At that time, they weren't sure how you could design a trial when you cannot blind the treatment and you have to reply on subjective reports.
Yes, its the same flaw. However the sentence implies the solution. Do not rely on subjective outcomes, use objective outcomes, then base any claim of success or failure on the objective outcomes. This does not remove the need for sound methodology however.
 
as per another thread on the Perrin technique,
Perrin is continuing with his courses based on this research.
Mar 13
Chronic Fatigue Syndrome/ME & Fibromyalgia-13-14 March 2021
About the course
Dr Perrin will detail the evidenced based diagnosis, treatment and management of Chronic Fatigue Syndrome (CFS)/ Myalgic Encephalomyelitis (ME) and fibromyalgia.

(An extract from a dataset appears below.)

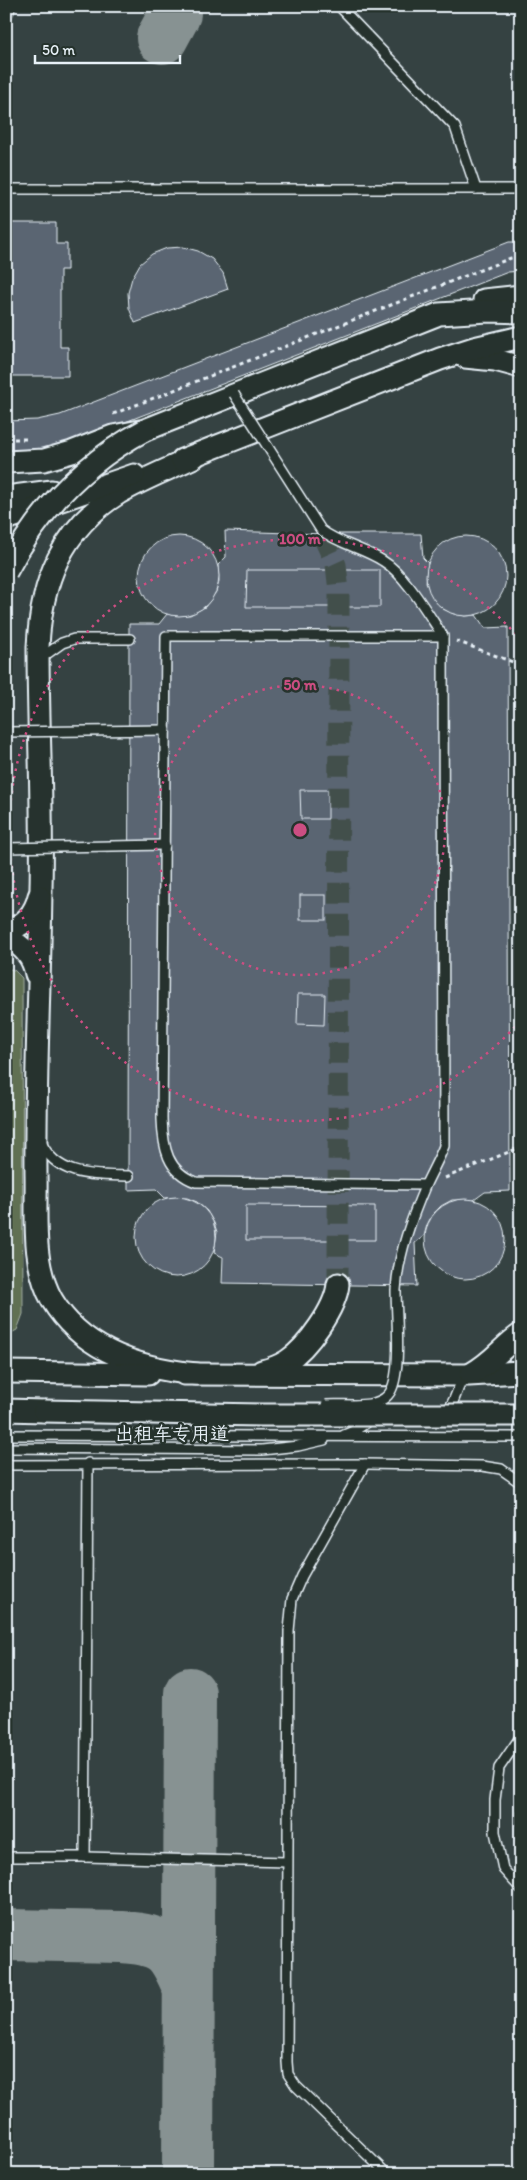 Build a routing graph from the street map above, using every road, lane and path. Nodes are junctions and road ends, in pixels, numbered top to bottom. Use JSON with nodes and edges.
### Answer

The evidence to support the physical diagnostic criteria

A summary of the findings of the clinical trials into the treatment at the Universities of Salford and Manchester together with results of an independent controlled clinical study in Hammersmith Hospital London plus a detailed review of the findings from the diagnostic study published recently in the BMJ Open (Hives L et al. Nov 2017)

given that this diagnostic criteria bears no relation to the new guidelines (or the old ones), it highlights the problem with 'evidence-based' diagnosis/treatment/training (issues that were raised in relation to new training courses to reflect the changes in the guidelines).